What you need to do ->
Pull every "hand" line out of the data below.

[Extracted records]
====

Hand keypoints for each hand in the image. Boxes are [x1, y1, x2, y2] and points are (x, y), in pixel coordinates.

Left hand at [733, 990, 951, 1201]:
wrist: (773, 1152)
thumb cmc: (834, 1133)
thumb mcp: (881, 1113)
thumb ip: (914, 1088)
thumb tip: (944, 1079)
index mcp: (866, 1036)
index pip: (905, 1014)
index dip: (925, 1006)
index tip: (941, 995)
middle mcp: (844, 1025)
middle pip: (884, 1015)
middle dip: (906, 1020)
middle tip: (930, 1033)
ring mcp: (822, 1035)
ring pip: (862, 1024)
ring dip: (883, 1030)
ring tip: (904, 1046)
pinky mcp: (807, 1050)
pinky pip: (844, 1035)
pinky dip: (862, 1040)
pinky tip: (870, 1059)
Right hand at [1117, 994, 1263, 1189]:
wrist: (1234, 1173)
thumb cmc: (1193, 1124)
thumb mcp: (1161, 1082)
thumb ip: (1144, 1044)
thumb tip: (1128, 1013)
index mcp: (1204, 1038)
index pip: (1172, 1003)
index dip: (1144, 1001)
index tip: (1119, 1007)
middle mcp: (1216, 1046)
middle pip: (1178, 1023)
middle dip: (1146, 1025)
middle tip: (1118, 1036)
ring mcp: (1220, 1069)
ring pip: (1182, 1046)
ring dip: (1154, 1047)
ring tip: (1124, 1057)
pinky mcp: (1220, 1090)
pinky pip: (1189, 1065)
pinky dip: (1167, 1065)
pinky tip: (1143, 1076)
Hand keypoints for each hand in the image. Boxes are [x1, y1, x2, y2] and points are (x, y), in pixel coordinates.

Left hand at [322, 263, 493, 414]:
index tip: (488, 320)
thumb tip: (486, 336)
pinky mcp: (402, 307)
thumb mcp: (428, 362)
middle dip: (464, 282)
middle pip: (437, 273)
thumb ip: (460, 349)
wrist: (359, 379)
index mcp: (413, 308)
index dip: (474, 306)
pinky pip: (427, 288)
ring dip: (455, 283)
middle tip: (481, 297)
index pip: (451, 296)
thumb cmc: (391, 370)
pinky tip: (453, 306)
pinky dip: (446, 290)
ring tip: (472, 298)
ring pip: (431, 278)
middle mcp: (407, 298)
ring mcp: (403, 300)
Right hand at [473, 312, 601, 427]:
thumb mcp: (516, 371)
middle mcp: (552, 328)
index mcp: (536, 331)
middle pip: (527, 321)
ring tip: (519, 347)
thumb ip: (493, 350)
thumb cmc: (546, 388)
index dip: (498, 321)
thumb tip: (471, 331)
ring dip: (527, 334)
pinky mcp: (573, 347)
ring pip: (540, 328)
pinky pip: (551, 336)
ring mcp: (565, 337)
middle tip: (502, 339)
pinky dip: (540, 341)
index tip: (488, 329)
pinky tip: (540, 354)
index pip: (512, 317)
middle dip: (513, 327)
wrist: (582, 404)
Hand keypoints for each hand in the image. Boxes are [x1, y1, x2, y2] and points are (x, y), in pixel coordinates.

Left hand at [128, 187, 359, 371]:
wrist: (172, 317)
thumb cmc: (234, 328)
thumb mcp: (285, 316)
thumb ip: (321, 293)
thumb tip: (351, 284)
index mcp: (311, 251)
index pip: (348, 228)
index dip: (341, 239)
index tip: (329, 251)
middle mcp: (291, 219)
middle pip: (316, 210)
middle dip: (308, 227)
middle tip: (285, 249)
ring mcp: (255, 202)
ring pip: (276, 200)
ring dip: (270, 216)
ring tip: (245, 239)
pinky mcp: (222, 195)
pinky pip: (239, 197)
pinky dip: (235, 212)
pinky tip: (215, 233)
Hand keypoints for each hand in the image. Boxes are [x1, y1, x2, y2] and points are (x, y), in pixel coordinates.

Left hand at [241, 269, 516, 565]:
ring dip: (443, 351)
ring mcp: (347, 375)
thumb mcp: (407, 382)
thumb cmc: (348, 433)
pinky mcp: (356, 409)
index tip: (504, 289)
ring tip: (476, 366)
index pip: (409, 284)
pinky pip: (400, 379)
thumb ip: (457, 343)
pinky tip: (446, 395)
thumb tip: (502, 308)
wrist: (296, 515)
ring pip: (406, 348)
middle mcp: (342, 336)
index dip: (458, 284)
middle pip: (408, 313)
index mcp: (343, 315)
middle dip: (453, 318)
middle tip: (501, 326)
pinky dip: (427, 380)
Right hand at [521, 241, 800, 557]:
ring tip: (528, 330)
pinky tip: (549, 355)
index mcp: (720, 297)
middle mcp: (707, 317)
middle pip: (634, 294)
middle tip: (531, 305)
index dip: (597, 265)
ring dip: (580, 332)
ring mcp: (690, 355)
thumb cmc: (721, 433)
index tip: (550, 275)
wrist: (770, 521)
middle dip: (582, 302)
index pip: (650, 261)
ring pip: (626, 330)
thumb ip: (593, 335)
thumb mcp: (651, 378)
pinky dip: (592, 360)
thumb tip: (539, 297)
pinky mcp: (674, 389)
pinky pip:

====

Solution for this problem ->
Hand keypoints for each hand in the image. Boxes are [x1, y1, x2, y2] and points are (x, y), in pixel coordinates.
Left hand at [733, 990, 951, 1201]:
Right hand at [1117, 994, 1263, 1189]:
Hand keypoints for each hand in the image. Boxes are [x1, y1, x2, y2] and points are (x, y), in pixel coordinates.
Left hand at [322, 263, 493, 414]:
Right hand at [473, 312, 601, 427]:
Hand keypoints for each hand in the image. Boxes are [x1, y1, x2, y2] and points are (x, y), in pixel coordinates.
Left hand at [128, 187, 359, 371]:
Hand keypoints for each hand in the image. Boxes are [x1, y1, x2, y2] and points are (x, y), in pixel coordinates.
Left hand at [241, 269, 516, 565]:
Right hand at [521, 241, 800, 557]:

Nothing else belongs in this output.